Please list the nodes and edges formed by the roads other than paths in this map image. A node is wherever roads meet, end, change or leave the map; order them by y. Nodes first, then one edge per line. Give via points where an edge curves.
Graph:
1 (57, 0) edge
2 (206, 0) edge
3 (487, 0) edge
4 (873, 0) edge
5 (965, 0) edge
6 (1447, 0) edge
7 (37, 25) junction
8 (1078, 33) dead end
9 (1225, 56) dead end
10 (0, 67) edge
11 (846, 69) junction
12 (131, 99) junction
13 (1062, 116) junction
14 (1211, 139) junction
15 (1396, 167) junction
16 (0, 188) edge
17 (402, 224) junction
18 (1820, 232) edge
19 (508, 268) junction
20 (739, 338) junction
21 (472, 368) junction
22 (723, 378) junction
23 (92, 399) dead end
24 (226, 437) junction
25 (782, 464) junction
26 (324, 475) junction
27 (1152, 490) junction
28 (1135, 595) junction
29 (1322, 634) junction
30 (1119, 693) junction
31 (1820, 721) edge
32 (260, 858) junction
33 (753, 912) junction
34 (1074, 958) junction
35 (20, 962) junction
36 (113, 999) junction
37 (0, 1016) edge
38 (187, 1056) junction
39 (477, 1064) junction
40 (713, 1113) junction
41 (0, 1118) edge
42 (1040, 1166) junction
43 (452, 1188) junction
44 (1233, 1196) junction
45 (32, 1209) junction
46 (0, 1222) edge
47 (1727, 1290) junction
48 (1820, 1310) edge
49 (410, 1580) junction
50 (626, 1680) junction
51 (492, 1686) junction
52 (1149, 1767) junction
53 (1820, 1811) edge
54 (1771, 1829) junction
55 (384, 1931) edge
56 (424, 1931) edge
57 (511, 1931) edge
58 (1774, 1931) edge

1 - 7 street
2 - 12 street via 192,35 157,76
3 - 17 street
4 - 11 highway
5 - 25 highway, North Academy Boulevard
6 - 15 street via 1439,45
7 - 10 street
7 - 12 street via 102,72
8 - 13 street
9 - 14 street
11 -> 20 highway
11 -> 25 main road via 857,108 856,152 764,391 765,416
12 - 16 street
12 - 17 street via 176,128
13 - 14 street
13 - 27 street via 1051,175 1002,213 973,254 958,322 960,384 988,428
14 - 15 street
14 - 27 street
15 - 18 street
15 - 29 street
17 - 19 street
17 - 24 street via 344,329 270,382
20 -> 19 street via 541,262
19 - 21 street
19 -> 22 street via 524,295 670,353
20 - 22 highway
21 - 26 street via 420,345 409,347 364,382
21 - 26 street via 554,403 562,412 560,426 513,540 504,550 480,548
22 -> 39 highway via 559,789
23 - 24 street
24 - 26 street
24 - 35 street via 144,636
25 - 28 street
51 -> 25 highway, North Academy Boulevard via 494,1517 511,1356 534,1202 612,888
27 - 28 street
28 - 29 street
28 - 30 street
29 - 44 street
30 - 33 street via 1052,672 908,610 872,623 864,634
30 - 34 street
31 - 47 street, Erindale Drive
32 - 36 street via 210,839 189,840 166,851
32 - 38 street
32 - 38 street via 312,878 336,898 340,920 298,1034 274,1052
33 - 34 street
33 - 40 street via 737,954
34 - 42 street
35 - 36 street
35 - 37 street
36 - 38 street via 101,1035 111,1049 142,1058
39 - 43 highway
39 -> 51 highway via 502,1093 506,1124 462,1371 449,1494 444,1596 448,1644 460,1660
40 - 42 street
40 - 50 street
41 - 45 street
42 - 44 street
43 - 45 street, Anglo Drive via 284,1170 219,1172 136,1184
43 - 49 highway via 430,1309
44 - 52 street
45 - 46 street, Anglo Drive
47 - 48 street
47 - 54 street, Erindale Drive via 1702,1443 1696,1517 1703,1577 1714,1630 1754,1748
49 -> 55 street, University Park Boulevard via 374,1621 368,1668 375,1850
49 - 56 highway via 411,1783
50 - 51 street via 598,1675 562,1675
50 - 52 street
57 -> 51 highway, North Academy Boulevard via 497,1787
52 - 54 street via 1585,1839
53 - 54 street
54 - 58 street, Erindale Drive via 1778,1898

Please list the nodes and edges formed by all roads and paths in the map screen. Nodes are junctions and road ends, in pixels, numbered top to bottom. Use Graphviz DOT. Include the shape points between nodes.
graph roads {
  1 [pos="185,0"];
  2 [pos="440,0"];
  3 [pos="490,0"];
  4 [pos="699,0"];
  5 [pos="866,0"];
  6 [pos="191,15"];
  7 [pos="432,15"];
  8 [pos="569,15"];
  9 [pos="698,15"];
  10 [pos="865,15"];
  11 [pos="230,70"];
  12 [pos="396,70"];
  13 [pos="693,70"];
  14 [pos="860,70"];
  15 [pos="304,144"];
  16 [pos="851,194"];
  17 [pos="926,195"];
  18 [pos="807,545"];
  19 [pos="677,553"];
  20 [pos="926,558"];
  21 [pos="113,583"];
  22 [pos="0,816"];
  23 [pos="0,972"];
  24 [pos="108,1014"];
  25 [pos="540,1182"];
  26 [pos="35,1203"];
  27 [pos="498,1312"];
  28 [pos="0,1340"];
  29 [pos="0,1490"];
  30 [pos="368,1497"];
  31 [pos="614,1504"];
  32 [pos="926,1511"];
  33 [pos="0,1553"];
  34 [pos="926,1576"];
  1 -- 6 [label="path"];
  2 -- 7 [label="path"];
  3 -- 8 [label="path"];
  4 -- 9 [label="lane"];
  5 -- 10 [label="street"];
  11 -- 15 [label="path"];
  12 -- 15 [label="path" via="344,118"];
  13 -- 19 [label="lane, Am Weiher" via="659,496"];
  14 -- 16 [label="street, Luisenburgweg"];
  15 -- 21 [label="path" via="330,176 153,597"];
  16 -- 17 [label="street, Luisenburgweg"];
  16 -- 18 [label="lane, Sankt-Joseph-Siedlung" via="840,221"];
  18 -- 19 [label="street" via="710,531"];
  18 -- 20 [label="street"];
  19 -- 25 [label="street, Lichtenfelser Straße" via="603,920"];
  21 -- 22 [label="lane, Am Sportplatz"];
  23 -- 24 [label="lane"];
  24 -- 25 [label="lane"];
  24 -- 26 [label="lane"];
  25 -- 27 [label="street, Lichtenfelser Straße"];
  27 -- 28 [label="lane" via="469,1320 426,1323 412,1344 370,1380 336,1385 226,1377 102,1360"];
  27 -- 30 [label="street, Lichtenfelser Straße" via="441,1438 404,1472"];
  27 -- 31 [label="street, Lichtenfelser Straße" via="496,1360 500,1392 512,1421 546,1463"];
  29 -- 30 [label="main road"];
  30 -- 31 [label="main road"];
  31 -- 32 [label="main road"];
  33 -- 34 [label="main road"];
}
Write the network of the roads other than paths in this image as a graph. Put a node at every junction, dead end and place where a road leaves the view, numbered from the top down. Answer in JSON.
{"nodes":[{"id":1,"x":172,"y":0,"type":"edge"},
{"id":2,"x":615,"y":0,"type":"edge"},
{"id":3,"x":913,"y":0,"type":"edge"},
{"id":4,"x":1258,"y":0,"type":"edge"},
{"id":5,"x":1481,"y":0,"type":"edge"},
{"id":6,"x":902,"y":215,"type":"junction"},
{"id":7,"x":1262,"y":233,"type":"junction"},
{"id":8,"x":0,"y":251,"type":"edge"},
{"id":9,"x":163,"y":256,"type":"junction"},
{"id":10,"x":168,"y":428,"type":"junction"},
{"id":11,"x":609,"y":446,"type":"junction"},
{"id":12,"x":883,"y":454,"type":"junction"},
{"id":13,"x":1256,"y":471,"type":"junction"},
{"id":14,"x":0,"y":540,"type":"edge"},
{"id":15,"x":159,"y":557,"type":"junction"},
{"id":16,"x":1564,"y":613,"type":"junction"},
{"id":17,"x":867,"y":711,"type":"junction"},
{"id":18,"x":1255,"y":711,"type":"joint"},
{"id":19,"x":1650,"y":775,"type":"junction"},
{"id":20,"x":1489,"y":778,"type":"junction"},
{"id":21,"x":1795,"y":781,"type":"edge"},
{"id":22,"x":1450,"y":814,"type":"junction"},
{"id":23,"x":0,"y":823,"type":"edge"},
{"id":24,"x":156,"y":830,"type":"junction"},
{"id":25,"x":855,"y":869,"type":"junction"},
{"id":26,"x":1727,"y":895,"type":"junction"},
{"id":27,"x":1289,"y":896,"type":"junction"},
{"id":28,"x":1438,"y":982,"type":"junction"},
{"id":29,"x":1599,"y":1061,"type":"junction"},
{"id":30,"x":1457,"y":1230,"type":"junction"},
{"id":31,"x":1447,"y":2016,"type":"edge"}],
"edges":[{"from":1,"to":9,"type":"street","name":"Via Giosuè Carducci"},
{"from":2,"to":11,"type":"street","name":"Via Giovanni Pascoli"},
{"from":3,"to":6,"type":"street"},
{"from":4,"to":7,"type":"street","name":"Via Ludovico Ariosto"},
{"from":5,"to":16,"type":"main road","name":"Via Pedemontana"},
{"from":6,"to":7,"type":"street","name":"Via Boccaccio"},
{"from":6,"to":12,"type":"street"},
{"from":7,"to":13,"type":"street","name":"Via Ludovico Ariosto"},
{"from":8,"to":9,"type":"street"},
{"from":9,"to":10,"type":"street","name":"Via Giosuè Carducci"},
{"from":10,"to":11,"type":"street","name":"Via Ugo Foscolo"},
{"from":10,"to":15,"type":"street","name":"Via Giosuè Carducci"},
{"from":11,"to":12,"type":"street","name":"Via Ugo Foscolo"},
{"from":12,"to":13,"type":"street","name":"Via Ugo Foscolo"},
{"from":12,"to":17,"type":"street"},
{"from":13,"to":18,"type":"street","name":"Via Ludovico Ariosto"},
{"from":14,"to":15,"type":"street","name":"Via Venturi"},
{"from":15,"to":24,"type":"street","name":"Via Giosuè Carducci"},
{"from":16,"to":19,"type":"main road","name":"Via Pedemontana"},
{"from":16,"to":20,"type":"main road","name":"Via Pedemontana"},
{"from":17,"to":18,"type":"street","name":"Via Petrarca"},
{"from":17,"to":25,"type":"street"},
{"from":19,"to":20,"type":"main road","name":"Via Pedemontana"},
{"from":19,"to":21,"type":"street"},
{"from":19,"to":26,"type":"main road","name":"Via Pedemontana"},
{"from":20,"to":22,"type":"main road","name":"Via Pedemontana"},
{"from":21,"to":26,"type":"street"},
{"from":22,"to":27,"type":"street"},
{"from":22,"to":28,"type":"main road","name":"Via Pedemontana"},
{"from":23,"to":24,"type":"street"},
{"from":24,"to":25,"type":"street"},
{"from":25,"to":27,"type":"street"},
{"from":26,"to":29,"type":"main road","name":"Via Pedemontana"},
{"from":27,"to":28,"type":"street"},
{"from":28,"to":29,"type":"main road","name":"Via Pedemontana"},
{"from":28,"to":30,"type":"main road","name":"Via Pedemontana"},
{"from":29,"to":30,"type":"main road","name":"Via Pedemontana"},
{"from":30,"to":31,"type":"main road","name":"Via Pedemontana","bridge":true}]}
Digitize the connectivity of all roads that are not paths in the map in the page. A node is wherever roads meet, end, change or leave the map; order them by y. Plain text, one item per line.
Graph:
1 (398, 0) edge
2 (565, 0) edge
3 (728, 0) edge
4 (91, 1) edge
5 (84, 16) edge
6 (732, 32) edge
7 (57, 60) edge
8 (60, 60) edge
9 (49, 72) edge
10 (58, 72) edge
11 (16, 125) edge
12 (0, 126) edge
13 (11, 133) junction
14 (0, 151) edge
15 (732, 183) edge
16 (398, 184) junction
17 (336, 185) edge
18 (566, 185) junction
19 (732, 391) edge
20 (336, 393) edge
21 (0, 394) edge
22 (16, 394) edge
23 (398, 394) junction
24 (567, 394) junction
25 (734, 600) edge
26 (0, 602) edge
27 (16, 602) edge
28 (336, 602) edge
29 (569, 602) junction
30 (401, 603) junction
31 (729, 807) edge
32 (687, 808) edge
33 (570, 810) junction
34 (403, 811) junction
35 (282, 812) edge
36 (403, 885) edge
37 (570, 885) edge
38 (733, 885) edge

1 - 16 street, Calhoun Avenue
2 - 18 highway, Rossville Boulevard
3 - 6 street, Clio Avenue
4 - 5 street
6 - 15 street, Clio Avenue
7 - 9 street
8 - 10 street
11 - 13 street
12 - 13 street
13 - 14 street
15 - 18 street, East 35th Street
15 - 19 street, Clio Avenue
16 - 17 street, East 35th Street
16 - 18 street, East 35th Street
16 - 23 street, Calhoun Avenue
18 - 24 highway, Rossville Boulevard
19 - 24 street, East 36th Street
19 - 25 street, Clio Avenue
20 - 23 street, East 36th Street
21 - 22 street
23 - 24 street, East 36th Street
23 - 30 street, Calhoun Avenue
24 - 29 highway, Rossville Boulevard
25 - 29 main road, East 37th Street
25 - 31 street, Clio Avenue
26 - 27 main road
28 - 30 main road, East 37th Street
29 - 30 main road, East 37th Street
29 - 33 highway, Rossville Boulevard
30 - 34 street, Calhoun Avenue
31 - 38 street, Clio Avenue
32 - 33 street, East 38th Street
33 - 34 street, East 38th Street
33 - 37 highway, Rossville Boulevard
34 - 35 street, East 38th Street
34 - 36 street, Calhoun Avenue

━━━━━━━━━━━━━━━━━━━━━━━━━━━━━━

* What needs to be done: Gather, from the listing above, every line carrying the word "Straße".

* Result for this task:
  19 -- 25 [label="street, Lichtenfelser Straße" via="603,920"];
  25 -- 27 [label="street, Lichtenfelser Straße"];
  27 -- 30 [label="street, Lichtenfelser Straße" via="441,1438 404,1472"];
  27 -- 31 [label="street, Lichtenfelser Straße" via="496,1360 500,1392 512,1421 546,1463"];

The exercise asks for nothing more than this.